Повернулся на 180 градусов, вошел в комнату, запер за собой дверь. Я остался в холодном темном предбаннике. До крайности возмущенный, начал стучать в дверь. Майор появился с автоматом в руке, а я увидел через раскрытую настежь дверь стол, уставленный полупустыми бутылками, и на диване испуганную голую женщину.
Это было не очень весело.
Я вытащил из кобуры наган и, дабы предупредить преступный разворот дела и огорошить самодура и мерзавца, произнес, что немедленно доложу обо всем увиденном маршалу Коневу, по распоряжению которого я прибыл в штаб армии, и, не спуская пальца со спускового крючка, направился к телефону.
Что-то, видимо, дошло до майора.
– Что же ты не понимаешь шуток, – захрипел он, – так бы сразу и сказал, садись за стол, а я вызову толмача.
Я отодвинул от себя кружку со спиртом и стал ждать. Майор глухо матерился, его явно тянуло ко сну. Через двадцать минут появился толмач-венгр. Я пошел вслед за ним. Стало еще темнее, он стучал в окна, мы проходили по разным улицам, он стучал, что-то начинал объяснять, но ни одна дверь перед нами не открывалась.
– Господин лейтенант, – горько сказал он, – почти всех владельцев домов комендант обложил данью: одни несут ему вино, другие деньги, третьи приводят женщин. В обмен он дал им обещание не тревожить их русскими постояльцами, дело безнадежное. – И он повел меня в свой собственный дом. Открыл дверь.
На грязном полу впритирку валялись застрявшие, как и я, в штабе армии прибывшие из разных частей лейтенанты, капитаны, майоры.
Толмач указал мне на угол пола и скрылся.

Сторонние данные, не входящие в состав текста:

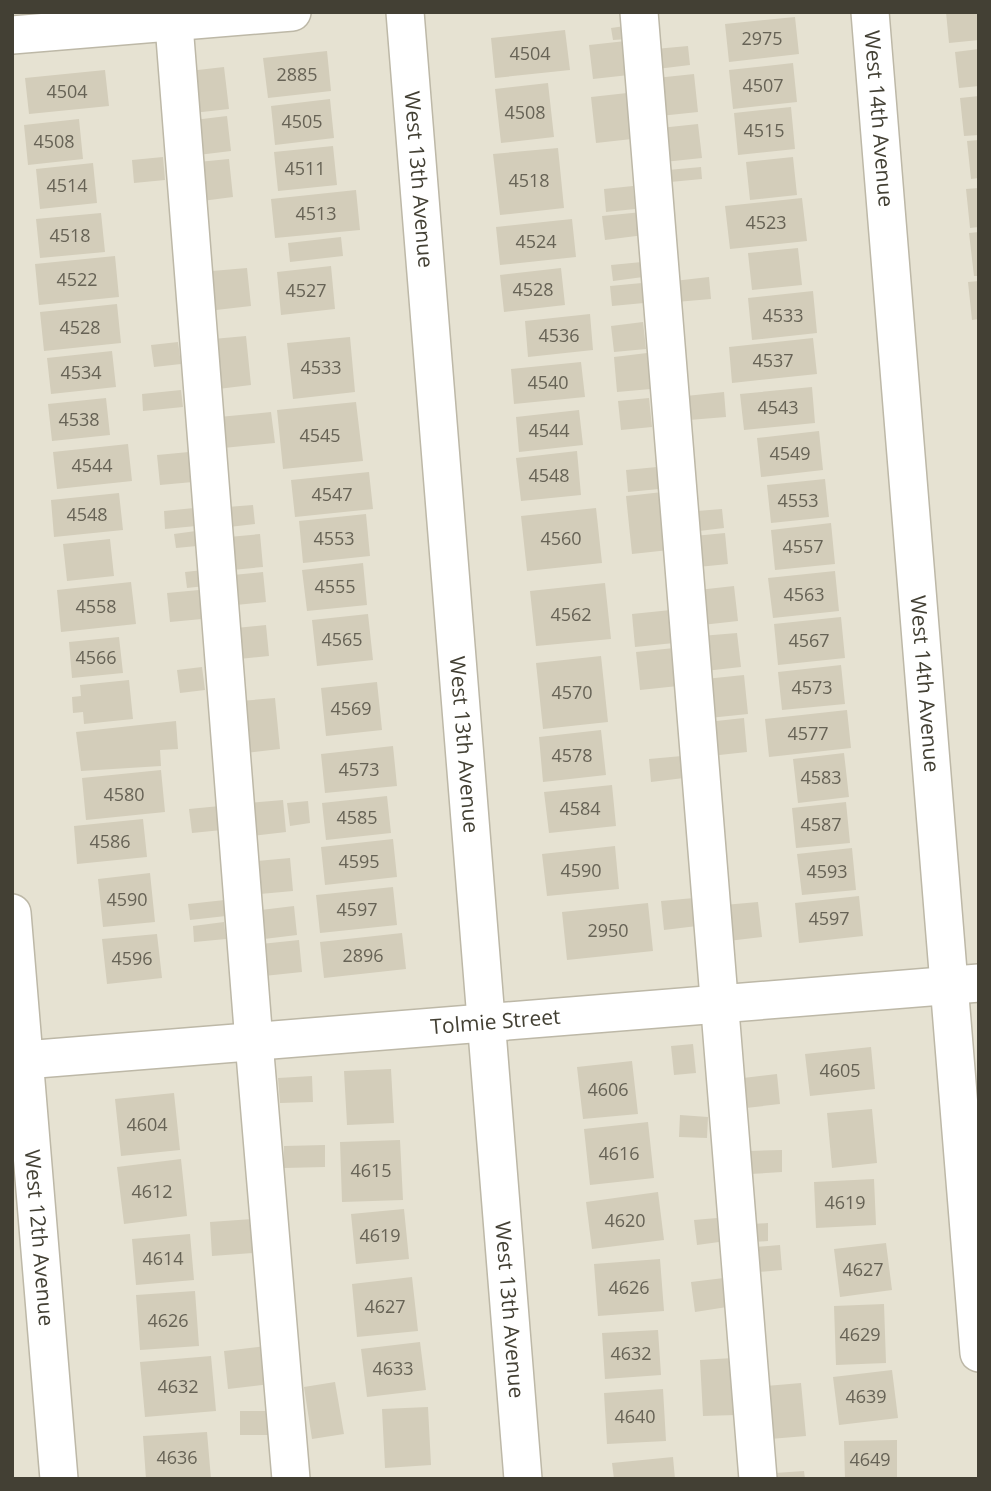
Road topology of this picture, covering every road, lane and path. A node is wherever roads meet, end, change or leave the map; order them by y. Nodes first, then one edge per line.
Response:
1 (292, 12) edge
2 (404, 12) edge
3 (639, 12) edge
4 (870, 12) edge
5 (174, 17) edge
6 (12, 35) edge
7 (12, 913) edge
8 (964, 985) edge
9 (720, 1004) junction
10 (485, 1023) junction
11 (254, 1042) junction
12 (18, 1061) edge
13 (979, 1353) edge
14 (59, 1479) edge
15 (291, 1479) edge
16 (523, 1479) edge
17 (758, 1479) edge

1 - 5 street
2 - 10 street, West 13th Avenue
3 - 9 street
4 - 8 street, West 14th Avenue
5 - 6 street
5 - 11 street
7 - 12 street, West 12th Avenue
8 - 9 street, Tolmie Street
8 - 13 street, West 14th Avenue
9 - 10 street, Tolmie Street
9 - 17 street
10 - 11 street, Tolmie Street
10 - 16 street, West 13th Avenue
11 - 12 street, Tolmie Street
11 - 15 street
12 - 14 street, West 12th Avenue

Мне было холодно, меня тошнило от голода и возмущения, но делать было нечего. Заснуть я так и не смог и с первыми лучами солнца вышел на улицу. Мне повезло – попутная машина довезла меня до Шопрона. Я все время думал о судьбе воина-победителя. Засыпая на ходу, нашел на главной площади городскую гостиницу. Дверь гостиницы открыла хозяйка и, улыбаясь, на ломаном русско-словацком языке объяснила мне, что гостиница пустая и все номера свободны, но что, если я хочу, она предоставит мне комнату на мансарде, в которой сто с лишним лет назад любил останавливаться и писать Амадей Теодор Гофман. Белоснежная постель, завтрак, Гофман, балет «Коппелия». Романтика воина-победителя и мысль о том, кто же победитель?
Из штаба фронта приходит распоряжение всем подразделениям научиться исполнять новый гимн Советского Союза, листок с текстом и нотными линейками.
Выстраивается каре: пятьсот человек дивизиона и две с половиной тысячи человек – расположенный рядом с нами близ венгерского города Надьканижа пехотный полк.
Командир полка, как старший по званию, с рупором и листовкой командует:
– Смир-но! Кто в состоянии разобрать по нотам гимн? Два шага вперед!
Но никто из строя не выходит. Проносится мысль – какие пустяки, – и я выхожу из строя.
– Ко мне! – командует полковник.
Подхожу, и он мне протягивает листовку с текстом и пятью нотными линейками.
В скрипичном ключе никаких аккордов.
– Ты, – спрашивает, – можешь выучить эту мелодию, этот наш новый гимн?
– Товарищ полковник! Могу, но мне нужно сначала сыграть его на пианино.
– Пианино у нас нет, но есть трофейная фисгармония, – и приказывает вынести на плац фисгармонию.
Работаю ногами, накачиваю меха, что-то вроде маленького органа.
Легко раз пять, последний раз уже наизусть, проигрываю эти нотные линейки.
– А теперь пой! – И протягивает мне рупор.
– Но, товарищ полковник, у меня же нет голоса!
– Ничего, – говорит, – голос не обязательно. Пой по одной строчке, когда солдаты и офицеры выучат первую строчку, приступай ко второй.
И вот я раз десять пою первую строчку, и три тысячи человек повторяют, поют ее вслед и вместе со мной, потом вторая, третья, потом еще раз играю на фисгармонии, голос срывается, час идет за часом, и вот уже что-то начинает получаться.
Картина эта много месяцев не выходит из моего сознания: я, фисгармония и три тысячи открытых ртов и хриплых голосов.
«…Опять Вена. Уже ничего не удивляет. Я не знаю языка, и это мешает узнать внутреннюю жизнь людей и домов. Воспринимается только пульс жизни – степень напряжения и ожидания.